Digital audio equipment such as Compact Disc (CD), Digital Audio Tape (DAT), a multimedia system, or a digital telephone network are commonly used for high-quality transmission, reproduction, and processing audio signals in the form of digital audio signals. These digital audio signals are comprised of a series of numbers that represent an analog audio signal at successive instants of time. Digital audio signals can be manipulated using current digital signal processing (DSP) technology to achieve very powerful processing functions that are not available for analog audio signals, and digital audio signals are much less susceptible to noise in both wired and wireless transmission techniques. Thus, digital audio signals can be transmitted across very noisy transmission media and suffer no loss of information, as the receiver must only determine whether a one or a zero was transmitted in order to recover the digital information from the digital audio signal.
Transmission of digital information is known. In some cases of digital information transmission, the digital information is transmitted as a data stream synchronous to a data stream clock. In many cases, the data stream clock is not known in the system that is receiving the transmitted digital information, thus making the data stream asynchronous to the receiving system and more difficult to recover.

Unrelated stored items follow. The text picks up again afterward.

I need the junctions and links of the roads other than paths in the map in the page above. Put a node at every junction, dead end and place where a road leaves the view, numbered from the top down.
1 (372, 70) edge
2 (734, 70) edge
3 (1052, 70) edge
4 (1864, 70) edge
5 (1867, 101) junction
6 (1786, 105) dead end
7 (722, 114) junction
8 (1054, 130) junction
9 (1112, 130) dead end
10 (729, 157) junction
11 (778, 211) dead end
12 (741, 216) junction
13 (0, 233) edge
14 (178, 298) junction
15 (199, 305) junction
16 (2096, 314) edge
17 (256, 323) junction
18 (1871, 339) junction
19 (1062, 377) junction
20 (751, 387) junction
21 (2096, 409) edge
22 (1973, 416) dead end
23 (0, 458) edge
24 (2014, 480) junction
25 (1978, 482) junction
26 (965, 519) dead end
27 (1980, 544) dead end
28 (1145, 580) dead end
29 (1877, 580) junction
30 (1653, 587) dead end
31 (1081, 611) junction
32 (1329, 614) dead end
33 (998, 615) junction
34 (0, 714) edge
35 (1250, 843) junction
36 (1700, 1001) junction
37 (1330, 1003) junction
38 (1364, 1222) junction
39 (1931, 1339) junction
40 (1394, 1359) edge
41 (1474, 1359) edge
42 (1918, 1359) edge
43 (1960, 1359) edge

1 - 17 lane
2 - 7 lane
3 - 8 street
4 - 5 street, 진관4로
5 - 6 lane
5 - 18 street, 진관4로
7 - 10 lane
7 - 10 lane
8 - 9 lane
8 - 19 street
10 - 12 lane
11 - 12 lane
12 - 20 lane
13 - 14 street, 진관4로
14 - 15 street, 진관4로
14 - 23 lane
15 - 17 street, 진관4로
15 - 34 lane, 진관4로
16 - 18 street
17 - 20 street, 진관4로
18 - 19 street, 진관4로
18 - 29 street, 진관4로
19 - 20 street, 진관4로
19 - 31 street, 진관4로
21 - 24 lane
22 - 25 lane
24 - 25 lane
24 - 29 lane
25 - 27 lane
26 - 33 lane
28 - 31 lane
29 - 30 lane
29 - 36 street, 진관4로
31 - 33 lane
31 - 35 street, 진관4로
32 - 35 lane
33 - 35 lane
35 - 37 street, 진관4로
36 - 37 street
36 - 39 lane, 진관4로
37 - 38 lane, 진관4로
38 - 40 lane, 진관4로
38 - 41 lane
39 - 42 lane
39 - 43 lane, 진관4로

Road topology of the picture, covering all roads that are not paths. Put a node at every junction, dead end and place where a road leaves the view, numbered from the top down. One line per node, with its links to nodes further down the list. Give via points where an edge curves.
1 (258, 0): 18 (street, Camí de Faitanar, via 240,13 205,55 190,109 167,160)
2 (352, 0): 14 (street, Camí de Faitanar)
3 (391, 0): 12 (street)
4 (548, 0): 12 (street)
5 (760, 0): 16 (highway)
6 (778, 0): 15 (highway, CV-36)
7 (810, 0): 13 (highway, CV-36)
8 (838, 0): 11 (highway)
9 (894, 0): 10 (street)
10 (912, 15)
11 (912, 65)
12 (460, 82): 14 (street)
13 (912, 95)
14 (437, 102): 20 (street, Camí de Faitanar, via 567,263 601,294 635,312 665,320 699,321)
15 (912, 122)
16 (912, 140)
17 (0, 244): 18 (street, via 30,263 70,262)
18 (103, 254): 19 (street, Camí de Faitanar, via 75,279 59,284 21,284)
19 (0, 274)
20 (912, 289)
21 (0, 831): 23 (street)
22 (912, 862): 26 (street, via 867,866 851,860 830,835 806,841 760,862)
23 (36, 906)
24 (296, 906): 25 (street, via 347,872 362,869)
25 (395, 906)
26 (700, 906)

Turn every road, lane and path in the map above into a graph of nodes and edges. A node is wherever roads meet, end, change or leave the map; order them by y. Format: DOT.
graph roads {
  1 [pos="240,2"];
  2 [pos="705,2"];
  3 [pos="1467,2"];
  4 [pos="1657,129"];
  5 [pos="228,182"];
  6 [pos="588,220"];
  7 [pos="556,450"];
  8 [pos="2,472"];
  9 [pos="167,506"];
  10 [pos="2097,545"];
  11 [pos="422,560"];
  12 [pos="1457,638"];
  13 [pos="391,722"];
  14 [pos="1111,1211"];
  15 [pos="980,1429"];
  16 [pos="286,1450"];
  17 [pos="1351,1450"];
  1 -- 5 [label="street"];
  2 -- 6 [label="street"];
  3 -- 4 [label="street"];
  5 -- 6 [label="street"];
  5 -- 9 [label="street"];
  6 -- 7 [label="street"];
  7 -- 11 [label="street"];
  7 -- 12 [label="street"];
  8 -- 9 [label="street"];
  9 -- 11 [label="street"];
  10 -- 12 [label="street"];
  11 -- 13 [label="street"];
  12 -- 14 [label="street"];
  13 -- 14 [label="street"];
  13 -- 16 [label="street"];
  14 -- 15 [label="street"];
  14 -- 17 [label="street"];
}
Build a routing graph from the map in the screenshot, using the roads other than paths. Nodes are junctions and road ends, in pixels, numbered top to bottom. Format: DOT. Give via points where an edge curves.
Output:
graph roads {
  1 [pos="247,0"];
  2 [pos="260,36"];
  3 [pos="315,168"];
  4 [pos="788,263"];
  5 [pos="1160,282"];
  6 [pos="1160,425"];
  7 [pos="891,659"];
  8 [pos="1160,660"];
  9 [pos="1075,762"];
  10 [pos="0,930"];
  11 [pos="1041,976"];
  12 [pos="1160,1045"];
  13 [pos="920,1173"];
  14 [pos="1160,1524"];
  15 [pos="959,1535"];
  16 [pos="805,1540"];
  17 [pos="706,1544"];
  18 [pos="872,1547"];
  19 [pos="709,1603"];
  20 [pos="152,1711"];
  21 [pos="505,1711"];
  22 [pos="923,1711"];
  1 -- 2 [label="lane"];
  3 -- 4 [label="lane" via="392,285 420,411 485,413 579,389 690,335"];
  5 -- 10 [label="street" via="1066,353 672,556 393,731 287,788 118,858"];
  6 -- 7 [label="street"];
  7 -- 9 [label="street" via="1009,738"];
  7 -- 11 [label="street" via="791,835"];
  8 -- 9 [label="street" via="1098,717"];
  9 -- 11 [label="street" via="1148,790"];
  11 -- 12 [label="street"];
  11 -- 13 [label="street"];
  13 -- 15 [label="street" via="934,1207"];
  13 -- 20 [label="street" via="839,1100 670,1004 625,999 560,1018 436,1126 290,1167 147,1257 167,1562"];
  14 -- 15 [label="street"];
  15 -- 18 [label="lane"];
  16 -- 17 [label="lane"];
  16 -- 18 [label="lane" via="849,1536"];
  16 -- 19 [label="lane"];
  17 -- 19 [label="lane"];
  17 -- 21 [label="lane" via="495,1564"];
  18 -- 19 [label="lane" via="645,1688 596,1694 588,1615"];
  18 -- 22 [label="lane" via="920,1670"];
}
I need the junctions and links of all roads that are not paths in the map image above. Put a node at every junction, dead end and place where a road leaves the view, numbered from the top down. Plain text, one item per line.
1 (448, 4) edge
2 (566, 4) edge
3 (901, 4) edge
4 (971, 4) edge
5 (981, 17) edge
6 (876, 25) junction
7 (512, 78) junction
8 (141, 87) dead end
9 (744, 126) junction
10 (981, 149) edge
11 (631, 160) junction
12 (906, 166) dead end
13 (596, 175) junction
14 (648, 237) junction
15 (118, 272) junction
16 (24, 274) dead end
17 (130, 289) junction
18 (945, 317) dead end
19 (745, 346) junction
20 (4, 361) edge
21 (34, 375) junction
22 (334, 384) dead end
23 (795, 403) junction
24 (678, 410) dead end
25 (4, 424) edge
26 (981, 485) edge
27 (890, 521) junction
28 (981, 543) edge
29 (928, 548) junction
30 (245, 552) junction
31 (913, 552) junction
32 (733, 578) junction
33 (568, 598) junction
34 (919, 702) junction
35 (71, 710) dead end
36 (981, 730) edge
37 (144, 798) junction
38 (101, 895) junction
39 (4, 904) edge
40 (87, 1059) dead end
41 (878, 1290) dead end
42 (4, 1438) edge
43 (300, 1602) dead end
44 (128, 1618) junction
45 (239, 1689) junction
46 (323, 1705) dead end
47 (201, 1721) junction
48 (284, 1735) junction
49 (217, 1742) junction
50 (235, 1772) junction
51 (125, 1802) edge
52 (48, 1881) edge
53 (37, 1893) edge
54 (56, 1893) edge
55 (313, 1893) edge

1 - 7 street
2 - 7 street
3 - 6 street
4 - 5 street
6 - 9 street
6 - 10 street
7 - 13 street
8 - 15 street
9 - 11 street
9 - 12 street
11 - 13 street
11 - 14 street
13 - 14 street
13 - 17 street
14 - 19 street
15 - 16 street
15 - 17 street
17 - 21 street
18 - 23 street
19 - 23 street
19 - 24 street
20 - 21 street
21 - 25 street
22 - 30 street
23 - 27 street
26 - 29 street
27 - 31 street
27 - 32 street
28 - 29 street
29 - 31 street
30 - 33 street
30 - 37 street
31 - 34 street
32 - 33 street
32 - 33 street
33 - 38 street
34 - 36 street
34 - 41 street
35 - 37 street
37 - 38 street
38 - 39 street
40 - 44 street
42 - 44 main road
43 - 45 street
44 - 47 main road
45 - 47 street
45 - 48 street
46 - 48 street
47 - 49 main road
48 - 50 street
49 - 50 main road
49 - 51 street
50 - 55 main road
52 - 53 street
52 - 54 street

A common prior art solution used to recover the digital information from the asynchronous data stream is to recover the data stream clock by making a part of the receiving system synchronous to the data stream. To make the receiving system synchronous to the data stream, an analog phase-locked-loop (PLL) is added to the receiving system. The analog PLL generates a recovered clock whose frequency matches that of the data stream clock and maintains the accuracy of the recovered clock via feedback. While analog PLLs can accurately recover the data stream clock, it is not without costs. For example, analog PLLs can require a relatively large amount of additional analog circuitry, which increases both the size and complexity of the receiving system. In a digital integrated circuit application, the additional analog circuitry may require significant die area and additional process steps. In addition, the functionality of the analog PLL may be susceptible to noise from the digital system, which can result in errors.
Therefore, a need exists for a method and apparatus that extracts data, or digital information, from an asynchronous data stream while minimizing the additional analog circuitry, cost, and susceptibility to noise.